* **Problem requirements**: For the data below, give the number of lines in which "Barış" occurs. Include nothing besides that number.

* **Dataset content**:
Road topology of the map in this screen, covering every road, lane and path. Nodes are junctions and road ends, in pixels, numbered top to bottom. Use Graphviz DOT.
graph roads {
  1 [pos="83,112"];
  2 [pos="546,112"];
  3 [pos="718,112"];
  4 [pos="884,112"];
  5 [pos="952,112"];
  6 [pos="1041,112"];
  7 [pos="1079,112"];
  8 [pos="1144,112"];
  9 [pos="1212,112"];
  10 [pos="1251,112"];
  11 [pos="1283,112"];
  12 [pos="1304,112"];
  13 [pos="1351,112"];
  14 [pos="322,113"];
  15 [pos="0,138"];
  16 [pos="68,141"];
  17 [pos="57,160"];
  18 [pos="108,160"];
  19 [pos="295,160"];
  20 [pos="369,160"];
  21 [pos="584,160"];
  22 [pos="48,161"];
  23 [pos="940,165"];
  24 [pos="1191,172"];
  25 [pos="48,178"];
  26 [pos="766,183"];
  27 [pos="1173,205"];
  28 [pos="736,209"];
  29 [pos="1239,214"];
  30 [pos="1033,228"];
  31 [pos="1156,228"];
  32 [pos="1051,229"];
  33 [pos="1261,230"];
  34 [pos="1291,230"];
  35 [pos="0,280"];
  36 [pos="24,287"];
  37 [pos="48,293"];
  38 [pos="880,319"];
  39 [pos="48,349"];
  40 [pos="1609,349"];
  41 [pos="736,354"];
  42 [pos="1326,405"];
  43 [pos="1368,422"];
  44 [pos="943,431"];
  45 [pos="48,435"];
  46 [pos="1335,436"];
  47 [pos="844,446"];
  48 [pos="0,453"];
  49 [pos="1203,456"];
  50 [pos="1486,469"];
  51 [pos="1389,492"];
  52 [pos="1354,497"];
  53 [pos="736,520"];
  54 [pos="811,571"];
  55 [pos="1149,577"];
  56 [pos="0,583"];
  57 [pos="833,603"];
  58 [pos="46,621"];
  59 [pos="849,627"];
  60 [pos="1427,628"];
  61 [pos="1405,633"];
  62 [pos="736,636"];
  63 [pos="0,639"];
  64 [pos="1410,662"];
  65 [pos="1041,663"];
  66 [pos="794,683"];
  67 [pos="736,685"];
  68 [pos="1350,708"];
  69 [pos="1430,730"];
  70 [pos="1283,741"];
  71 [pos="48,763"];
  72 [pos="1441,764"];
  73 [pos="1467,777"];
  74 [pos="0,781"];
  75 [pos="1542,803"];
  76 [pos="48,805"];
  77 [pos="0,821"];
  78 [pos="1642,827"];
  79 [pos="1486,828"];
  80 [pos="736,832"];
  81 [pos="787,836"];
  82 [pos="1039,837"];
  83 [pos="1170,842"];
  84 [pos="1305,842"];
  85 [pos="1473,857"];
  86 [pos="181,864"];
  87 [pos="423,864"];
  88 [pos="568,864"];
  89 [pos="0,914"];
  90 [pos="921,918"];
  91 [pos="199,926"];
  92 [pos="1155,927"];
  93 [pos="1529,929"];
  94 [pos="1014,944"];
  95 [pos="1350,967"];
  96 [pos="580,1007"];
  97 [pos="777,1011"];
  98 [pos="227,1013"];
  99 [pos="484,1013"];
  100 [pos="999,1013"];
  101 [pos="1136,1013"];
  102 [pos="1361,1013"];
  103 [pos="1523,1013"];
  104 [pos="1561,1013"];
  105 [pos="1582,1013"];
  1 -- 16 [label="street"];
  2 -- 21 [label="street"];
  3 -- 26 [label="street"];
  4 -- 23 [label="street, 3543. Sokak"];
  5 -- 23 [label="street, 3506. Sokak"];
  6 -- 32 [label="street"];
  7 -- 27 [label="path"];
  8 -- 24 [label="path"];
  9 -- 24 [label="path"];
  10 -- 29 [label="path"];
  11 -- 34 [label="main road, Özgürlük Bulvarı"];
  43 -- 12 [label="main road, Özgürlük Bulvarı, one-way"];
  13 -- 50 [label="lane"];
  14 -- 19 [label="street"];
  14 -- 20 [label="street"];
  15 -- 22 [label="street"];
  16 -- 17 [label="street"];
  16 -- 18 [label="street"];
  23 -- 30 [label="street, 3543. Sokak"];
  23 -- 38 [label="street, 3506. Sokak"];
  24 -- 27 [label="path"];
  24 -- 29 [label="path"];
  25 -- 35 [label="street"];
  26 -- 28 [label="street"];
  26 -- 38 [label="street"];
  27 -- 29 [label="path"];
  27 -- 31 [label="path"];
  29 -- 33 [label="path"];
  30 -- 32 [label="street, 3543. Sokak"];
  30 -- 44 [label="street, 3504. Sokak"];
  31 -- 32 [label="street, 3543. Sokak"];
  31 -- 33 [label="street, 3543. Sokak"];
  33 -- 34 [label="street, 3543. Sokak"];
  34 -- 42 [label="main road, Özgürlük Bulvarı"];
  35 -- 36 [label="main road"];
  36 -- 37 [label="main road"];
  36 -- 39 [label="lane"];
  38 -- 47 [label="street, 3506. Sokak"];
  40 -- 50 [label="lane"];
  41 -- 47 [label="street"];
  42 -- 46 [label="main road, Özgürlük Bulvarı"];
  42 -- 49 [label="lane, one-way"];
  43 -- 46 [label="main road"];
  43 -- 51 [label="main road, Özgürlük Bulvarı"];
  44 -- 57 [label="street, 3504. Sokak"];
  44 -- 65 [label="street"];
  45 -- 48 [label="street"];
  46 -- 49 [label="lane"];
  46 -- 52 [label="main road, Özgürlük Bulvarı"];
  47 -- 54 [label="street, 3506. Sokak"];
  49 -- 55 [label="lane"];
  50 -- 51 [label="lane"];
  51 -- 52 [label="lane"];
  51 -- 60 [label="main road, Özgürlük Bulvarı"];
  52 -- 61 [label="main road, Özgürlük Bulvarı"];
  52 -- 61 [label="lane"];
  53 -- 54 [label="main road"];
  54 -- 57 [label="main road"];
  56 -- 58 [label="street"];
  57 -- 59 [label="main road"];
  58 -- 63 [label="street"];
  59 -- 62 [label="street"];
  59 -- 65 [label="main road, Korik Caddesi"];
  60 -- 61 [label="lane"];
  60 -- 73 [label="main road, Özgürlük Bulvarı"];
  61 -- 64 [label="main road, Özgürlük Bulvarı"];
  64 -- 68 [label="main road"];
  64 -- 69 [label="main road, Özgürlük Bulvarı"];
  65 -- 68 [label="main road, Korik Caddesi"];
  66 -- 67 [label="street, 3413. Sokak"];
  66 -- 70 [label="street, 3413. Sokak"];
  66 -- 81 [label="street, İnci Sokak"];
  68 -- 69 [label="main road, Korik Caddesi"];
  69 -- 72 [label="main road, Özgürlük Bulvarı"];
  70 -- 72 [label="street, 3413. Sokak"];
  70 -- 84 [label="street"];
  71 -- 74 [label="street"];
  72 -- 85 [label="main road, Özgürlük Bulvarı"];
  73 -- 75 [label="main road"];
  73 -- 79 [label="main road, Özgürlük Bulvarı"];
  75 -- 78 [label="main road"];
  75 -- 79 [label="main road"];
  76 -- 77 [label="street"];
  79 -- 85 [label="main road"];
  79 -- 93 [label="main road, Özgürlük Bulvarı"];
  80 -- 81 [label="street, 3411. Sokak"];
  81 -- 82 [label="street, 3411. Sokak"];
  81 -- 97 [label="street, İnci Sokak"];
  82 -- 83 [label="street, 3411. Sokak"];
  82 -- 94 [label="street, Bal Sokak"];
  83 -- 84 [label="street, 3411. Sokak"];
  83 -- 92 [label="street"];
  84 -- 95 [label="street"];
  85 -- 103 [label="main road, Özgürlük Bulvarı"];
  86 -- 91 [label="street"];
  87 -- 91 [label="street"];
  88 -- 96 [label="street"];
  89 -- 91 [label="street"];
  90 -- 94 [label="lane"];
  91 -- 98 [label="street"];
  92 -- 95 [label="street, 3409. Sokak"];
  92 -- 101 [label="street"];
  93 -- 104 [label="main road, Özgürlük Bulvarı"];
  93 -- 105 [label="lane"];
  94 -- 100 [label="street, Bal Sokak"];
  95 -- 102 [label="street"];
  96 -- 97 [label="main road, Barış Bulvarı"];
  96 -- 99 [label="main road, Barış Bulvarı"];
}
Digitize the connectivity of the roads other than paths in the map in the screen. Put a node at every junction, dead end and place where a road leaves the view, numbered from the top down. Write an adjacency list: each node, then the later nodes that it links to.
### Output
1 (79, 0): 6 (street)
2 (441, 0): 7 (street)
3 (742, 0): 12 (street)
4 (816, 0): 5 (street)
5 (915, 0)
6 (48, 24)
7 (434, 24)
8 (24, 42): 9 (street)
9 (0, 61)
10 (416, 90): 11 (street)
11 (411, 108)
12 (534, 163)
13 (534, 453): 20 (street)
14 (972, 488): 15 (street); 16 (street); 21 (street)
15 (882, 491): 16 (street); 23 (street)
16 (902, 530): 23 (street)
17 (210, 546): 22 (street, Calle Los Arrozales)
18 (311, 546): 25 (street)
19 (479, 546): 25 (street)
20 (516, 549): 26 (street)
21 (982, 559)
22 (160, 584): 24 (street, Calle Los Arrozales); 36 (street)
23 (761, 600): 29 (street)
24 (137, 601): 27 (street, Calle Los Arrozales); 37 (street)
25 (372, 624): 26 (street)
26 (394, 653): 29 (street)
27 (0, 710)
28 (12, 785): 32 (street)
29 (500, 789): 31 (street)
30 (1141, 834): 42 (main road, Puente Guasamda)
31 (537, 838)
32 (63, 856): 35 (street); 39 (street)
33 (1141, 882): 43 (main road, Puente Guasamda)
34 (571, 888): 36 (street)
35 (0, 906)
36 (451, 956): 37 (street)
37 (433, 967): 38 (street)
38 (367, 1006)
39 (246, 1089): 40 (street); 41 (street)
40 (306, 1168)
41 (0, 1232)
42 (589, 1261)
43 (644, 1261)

* **Solved exercise**: 2